I tested this theory today and found it sound, which is why I am in my cubicle typing into livejournal instead of muttering into a coffee cup.
Also, my cubicle was decorated for my birthday. This has never, in my life, occurred. I was so ridiculously close to babbling I faked a coughing fit and pretended I found the latest email on new builds utterly engrossing. It's really not. I don't even know what all the words mean. Possibly because all I have had today is Diet Coke which is, I suspect, not actually a drink but a kind of penance for all the sugar I use in my coffee.
No, I am not mocking Diet Coke drinkers but--seriously. How do you get used to the not-sugar? I mean, it's not like my reaction to Pepsi Zero (UNCLEAN. UNCLLLEEAAAANNNN.) which is of a different category, you might say (Did I mention UNCLEEEAAANNNNN?). It's not even *bad*. But I can't get used to it and I don't know why.
After a few minutes just now holding the taste and studying it, I'm still stumped. The smell is different, metallicy, and the taste is very--not lemon but like it maybe in another life had relations with a lemon. And sweet in a way that my mind keeps circling around in a tight, wary loop of uncertainty. I like this? my stomach asks dubiously. Yet I am not sure if it is like-like. Please drink warily and wait for future instructions. Instructions that never come.

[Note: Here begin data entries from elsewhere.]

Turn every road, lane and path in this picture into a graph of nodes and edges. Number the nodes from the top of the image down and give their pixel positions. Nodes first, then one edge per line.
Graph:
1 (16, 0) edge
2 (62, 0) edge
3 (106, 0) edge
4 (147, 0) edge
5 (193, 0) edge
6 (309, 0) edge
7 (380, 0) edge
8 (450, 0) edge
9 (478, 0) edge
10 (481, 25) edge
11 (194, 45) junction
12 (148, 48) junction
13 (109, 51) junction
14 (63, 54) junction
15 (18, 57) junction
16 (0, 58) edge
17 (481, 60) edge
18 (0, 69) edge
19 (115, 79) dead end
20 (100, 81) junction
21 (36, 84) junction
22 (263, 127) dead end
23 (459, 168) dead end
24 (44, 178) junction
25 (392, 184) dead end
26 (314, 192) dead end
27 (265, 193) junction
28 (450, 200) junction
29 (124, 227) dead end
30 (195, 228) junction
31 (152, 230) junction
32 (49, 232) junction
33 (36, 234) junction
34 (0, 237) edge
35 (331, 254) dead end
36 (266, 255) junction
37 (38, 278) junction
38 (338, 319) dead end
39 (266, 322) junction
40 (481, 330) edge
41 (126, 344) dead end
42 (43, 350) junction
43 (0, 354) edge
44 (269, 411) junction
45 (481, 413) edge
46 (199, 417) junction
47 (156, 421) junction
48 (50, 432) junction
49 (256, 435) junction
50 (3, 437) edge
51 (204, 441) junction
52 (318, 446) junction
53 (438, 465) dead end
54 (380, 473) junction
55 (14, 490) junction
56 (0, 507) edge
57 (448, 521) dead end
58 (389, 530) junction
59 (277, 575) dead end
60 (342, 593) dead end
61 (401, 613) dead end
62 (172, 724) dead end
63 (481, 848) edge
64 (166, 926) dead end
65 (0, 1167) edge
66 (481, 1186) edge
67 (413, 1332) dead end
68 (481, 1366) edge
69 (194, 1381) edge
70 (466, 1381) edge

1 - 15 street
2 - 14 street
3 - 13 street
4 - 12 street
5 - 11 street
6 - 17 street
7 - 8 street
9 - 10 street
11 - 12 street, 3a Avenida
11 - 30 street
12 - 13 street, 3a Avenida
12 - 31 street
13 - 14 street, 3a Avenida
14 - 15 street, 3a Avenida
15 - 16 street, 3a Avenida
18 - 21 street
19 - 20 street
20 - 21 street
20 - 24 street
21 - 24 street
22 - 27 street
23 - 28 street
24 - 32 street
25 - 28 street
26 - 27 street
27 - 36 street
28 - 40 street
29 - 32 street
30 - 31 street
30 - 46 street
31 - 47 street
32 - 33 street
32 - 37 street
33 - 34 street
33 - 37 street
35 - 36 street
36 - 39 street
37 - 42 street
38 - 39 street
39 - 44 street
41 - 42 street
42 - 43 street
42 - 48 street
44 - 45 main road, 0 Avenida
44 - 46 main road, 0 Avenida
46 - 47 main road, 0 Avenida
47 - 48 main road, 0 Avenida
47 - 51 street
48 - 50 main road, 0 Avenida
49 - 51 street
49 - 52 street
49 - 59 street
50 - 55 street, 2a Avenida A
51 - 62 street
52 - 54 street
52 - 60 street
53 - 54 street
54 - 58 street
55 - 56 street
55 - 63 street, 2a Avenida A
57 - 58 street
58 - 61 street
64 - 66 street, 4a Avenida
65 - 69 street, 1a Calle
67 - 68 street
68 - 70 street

However, I do have a strange sort of semi-spiritual moment whenever I drink a regular Coke now. I keep thinking maybe stopping with the regular Coke for a month will teach my tongue to love the not-sugar, but it would be easier to remove my appendix with my fingers. Almost. It's a toss-up. I'd probably pass out from the pain but I might like, have a fugue without Coke, so you see how neither situation is preferable, really.
I wish there were other news, but there is not. There is, however, coffee now. Mmm. Coffee. And it is good.